After netting millions from his first two companies, PayPal and Zip2, Musk decided to dream bigger.
Fascinated by space and the potential for colonization on Mars, he founded SpaceX.
A new book written by technology reporter Ashlee Vance, “Elon Musk: Tesla, SpaceX and the Quest for a Fantastic Future,” is filled with anecdotes about Musk’s life, as well as his endeavours with companies like SpaceX, PayPal, and Tesla Motors.
From the beginning, SpaceX was quite different from other companies looking at space exploration. For one, its offices were a dusty old warehouse in a Los Angeles suburb. SpaceX was committed to building as much of its rockets as it could in-house, including launchpads and rocket engines.
They also planned to do it cheaper than its competitors. Musk promised to send a 1,400-pound payload into orbit at a low cost of $US6.9 million, when its competitors spent $US30 million to send a 550-pound rocket into orbit.
SpaceX decided to use Kwajalein Island, located between Guam and Hawaii and owned by the US Army to test missiles, as its launch site. In March 2006, SpaceX launched the Falcon 1 — named after the Millennium Falcon in “Star Wars” — in March 2006. The launch was a bust, and the rocket “ended up falling directly onto the launch site,” Vance says in his book.
But if Musk was disappointed, he didn’t let on to his growing team. “Elon did a great job of not burdening people with those worries,” Branden Spikes, head of IT for SpaceX, said in the book. “He always communicated the importance of being lean and of success, but it was never, ‘If we fail, we’re done for.’ He was very optimistic.”

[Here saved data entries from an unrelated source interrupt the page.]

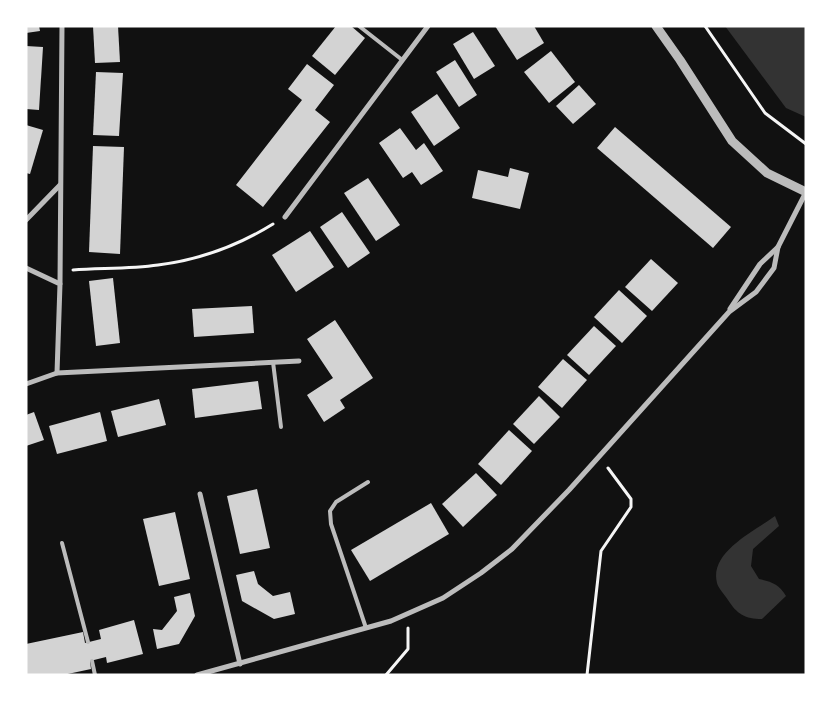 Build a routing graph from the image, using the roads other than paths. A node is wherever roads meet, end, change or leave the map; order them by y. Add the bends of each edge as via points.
1 (62, 26) edge
2 (359, 26) edge
3 (428, 26) edge
4 (656, 26) edge
5 (401, 59) junction
6 (60, 186) junction
7 (806, 192) edge
8 (285, 217) road end
9 (26, 220) edge
10 (778, 248) junction
11 (26, 268) edge
12 (60, 284) junction
13 (729, 312) junction
14 (299, 361) dead end
15 (273, 362) junction
16 (57, 373) junction
17 (26, 384) edge
18 (281, 427) dead end
19 (368, 482) dead end
20 (200, 494) dead end
21 (62, 542) dead end
22 (366, 628) junction
23 (88, 642) dead end
24 (92, 661) dead end
25 (240, 664) junction
26 (95, 675) edge
27 (196, 675) edge

1 - 6 street
2 - 5 lane
3 - 5 street
4 - 7 street via 732,141 767,173
5 - 8 street
6 - 9 street
6 - 12 street
7 - 10 street
10 - 13 street via 760,264
10 - 13 street via 774,268 756,292
11 - 12 street
12 - 16 street
13 - 22 street via 512,550 443,598
14 - 15 street
15 - 16 street
15 - 18 lane
16 - 17 street
19 - 22 lane via 336,502 330,511
20 - 25 street
21 - 23 lane
22 - 25 street
24 - 26 lane
25 - 27 street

After months of tireless, nonstop work by the SpaceX team, the Falcon 1 was finally prepared for what was possibly its last launch ever on September 28, 2008. From Vance’s book:
“In the late afternoon, the SpaceX team raised the Falcon 1 to its launch position. It stood tall, looking like a bizarre artifact from the future as palm trees swayed beside it and a smattering of clouds crossed through the spectacular blue sky. By this time, SpaceX had turned each launch into a major Web production, so there was a worldwide audience. The Falcon 1 was not carrying real cargo this time; neither the company nor the military nor NASA wanted to see something else blow up or get lost at sea, so the rocket held a 360-pound dummy payload.”
Musk went to Disneyland with his brother and their kids to distract himself from the launch, but he still ended up back in the control room by 4 pm. The launch was imperative for many reasons, among them the fact that a successful launch would prove SpaceX’s legitimacy, and make it a contender to become a government contractor:
“As the rocket rumbled and then climbed higher, the employees inside SpaceX’s headquarters let out raucous cheers. Each milestone that followed — clearing the island, engine checks coming back good — was again met with whistles and shouts. After the first stage fell away, the second stage fired up about 90 seconds into the flight and the employees turned downright rapturous, filling the webcast with their ecstatic hollering. “Perfect,” said one of the talking heads. The Kestrel engine glowed red and started its six-minute burn. “When the second stage cleared, I could finally start breathing again and my knees stopped buckling,” said James McLaury, a machinist at SpaceX.”
Six years after SpaceX was founded, the Falcon 1 — the world’s first privately-built rocket — had successfully launched and reached orbit.
“Everyone burst into tears,” Elon Musk’s brother Kimbal said in the book. “It was one of the most emotional experiences I’ve had.”
When Musk left the control room after the launch, he said: “Well, that was freaking awesome. As the saying goes, ‘The fourth time is the charm,’ right?”